— Task —
Give the data again word for word; drop the pictures.

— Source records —
= Beginning of Section =

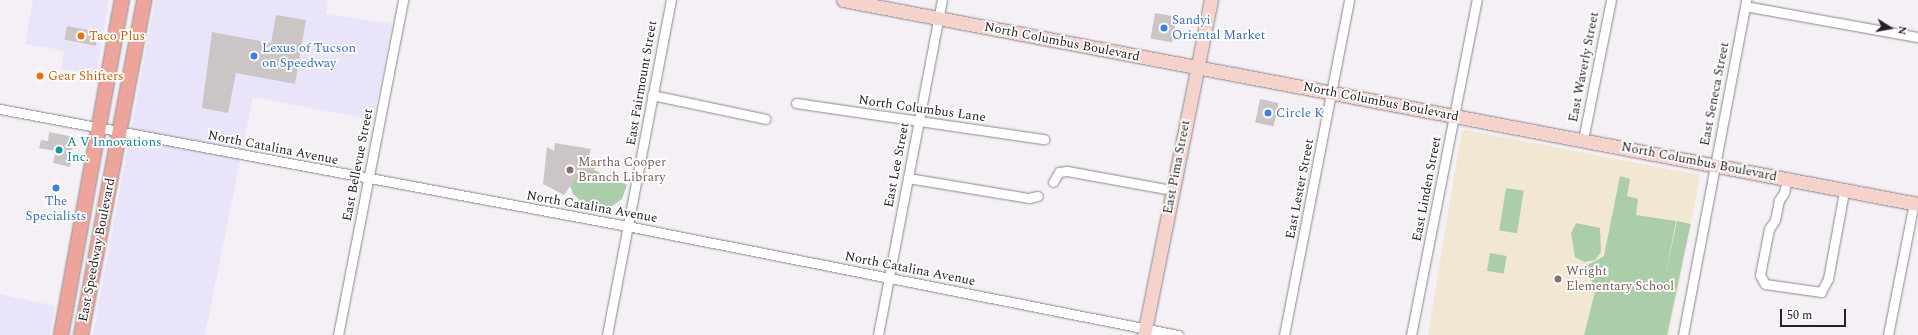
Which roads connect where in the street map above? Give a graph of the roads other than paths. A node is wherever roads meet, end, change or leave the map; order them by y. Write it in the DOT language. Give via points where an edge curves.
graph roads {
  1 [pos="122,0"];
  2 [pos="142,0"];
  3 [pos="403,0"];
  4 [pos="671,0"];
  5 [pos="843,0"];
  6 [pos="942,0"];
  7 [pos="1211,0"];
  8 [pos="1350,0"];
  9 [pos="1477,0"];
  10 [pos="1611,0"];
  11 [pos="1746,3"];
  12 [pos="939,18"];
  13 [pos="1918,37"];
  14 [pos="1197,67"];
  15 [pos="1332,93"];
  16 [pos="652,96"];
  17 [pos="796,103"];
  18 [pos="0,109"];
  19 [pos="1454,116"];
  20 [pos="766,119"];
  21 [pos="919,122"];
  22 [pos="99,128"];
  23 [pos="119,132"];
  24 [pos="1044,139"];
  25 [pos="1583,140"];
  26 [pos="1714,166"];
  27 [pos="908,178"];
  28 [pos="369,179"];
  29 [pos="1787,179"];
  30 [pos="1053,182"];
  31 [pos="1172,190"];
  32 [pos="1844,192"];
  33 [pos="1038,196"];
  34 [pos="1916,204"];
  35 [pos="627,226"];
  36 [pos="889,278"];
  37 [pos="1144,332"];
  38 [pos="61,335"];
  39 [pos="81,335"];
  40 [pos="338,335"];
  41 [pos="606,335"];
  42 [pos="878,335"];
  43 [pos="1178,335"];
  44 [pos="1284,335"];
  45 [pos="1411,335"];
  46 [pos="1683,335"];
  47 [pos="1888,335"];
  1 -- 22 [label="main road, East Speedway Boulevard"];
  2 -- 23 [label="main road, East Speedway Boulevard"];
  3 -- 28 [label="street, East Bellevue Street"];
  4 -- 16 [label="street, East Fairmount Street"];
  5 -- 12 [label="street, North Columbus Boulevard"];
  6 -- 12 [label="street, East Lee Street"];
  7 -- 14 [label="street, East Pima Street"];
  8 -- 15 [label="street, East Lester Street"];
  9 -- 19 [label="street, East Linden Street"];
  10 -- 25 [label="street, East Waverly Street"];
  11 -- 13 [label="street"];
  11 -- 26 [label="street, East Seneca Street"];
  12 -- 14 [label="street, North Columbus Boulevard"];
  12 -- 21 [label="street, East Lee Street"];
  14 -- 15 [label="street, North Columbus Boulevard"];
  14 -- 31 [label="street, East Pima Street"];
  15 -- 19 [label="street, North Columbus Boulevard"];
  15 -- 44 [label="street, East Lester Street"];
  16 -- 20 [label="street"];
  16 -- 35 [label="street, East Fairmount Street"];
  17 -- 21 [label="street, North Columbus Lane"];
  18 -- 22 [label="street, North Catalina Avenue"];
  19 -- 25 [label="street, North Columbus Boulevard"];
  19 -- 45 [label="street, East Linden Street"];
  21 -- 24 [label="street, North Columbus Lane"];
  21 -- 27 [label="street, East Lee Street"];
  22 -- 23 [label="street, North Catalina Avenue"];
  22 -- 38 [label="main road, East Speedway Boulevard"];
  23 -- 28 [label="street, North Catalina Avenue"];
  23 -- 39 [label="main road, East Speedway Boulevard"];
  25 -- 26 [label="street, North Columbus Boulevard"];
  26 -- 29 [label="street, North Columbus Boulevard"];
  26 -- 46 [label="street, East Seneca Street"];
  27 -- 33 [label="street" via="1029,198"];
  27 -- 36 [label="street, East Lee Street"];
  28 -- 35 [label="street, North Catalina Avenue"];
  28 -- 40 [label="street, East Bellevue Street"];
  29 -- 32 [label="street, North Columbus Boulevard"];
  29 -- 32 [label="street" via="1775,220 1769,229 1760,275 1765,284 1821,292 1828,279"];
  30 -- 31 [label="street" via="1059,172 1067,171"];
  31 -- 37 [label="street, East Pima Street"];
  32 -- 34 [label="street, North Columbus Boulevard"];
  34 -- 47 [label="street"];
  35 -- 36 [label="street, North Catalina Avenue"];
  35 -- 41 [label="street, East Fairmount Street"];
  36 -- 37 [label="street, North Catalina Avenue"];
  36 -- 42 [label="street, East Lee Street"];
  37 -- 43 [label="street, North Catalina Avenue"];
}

= End of Section =

— Answer below —
Which roads connect where in the street map above? Give a graph of the roads other than paths. A node is wherever roads meet, end, change or leave the map; order them by y. Write it in the DOT language. Give via points where an edge curves.
graph roads {
  1 [pos="122,0"];
  2 [pos="142,0"];
  3 [pos="403,0"];
  4 [pos="671,0"];
  5 [pos="843,0"];
  6 [pos="942,0"];
  7 [pos="1211,0"];
  8 [pos="1350,0"];
  9 [pos="1477,0"];
  10 [pos="1611,0"];
  11 [pos="1746,3"];
  12 [pos="939,18"];
  13 [pos="1918,37"];
  14 [pos="1197,67"];
  15 [pos="1332,93"];
  16 [pos="652,96"];
  17 [pos="796,103"];
  18 [pos="0,109"];
  19 [pos="1454,116"];
  20 [pos="766,119"];
  21 [pos="919,122"];
  22 [pos="99,128"];
  23 [pos="119,132"];
  24 [pos="1044,139"];
  25 [pos="1583,140"];
  26 [pos="1714,166"];
  27 [pos="908,178"];
  28 [pos="369,179"];
  29 [pos="1787,179"];
  30 [pos="1053,182"];
  31 [pos="1172,190"];
  32 [pos="1844,192"];
  33 [pos="1038,196"];
  34 [pos="1916,204"];
  35 [pos="627,226"];
  36 [pos="889,278"];
  37 [pos="1144,332"];
  38 [pos="61,335"];
  39 [pos="81,335"];
  40 [pos="338,335"];
  41 [pos="606,335"];
  42 [pos="878,335"];
  43 [pos="1178,335"];
  44 [pos="1284,335"];
  45 [pos="1411,335"];
  46 [pos="1683,335"];
  47 [pos="1888,335"];
  1 -- 22 [label="main road, East Speedway Boulevard"];
  2 -- 23 [label="main road, East Speedway Boulevard"];
  3 -- 28 [label="street, East Bellevue Street"];
  4 -- 16 [label="street, East Fairmount Street"];
  5 -- 12 [label="street, North Columbus Boulevard"];
  6 -- 12 [label="street, East Lee Street"];
  7 -- 14 [label="street, East Pima Street"];
  8 -- 15 [label="street, East Lester Street"];
  9 -- 19 [label="street, East Linden Street"];
  10 -- 25 [label="street, East Waverly Street"];
  11 -- 13 [label="street"];
  11 -- 26 [label="street, East Seneca Street"];
  12 -- 14 [label="street, North Columbus Boulevard"];
  12 -- 21 [label="street, East Lee Street"];
  14 -- 15 [label="street, North Columbus Boulevard"];
  14 -- 31 [label="street, East Pima Street"];
  15 -- 19 [label="street, North Columbus Boulevard"];
  15 -- 44 [label="street, East Lester Street"];
  16 -- 20 [label="street"];
  16 -- 35 [label="street, East Fairmount Street"];
  17 -- 21 [label="street, North Columbus Lane"];
  18 -- 22 [label="street, North Catalina Avenue"];
  19 -- 25 [label="street, North Columbus Boulevard"];
  19 -- 45 [label="street, East Linden Street"];
  21 -- 24 [label="street, North Columbus Lane"];
  21 -- 27 [label="street, East Lee Street"];
  22 -- 23 [label="street, North Catalina Avenue"];
  22 -- 38 [label="main road, East Speedway Boulevard"];
  23 -- 28 [label="street, North Catalina Avenue"];
  23 -- 39 [label="main road, East Speedway Boulevard"];
  25 -- 26 [label="street, North Columbus Boulevard"];
  26 -- 29 [label="street, North Columbus Boulevard"];
  26 -- 46 [label="street, East Seneca Street"];
  27 -- 33 [label="street" via="1029,198"];
  27 -- 36 [label="street, East Lee Street"];
  28 -- 35 [label="street, North Catalina Avenue"];
  28 -- 40 [label="street, East Bellevue Street"];
  29 -- 32 [label="street, North Columbus Boulevard"];
  29 -- 32 [label="street" via="1775,220 1769,229 1760,275 1765,284 1821,292 1828,279"];
  30 -- 31 [label="street" via="1059,172 1067,171"];
  31 -- 37 [label="street, East Pima Street"];
  32 -- 34 [label="street, North Columbus Boulevard"];
  34 -- 47 [label="street"];
  35 -- 36 [label="street, North Catalina Avenue"];
  35 -- 41 [label="street, East Fairmount Street"];
  36 -- 37 [label="street, North Catalina Avenue"];
  36 -- 42 [label="street, East Lee Street"];
  37 -- 43 [label="street, North Catalina Avenue"];
}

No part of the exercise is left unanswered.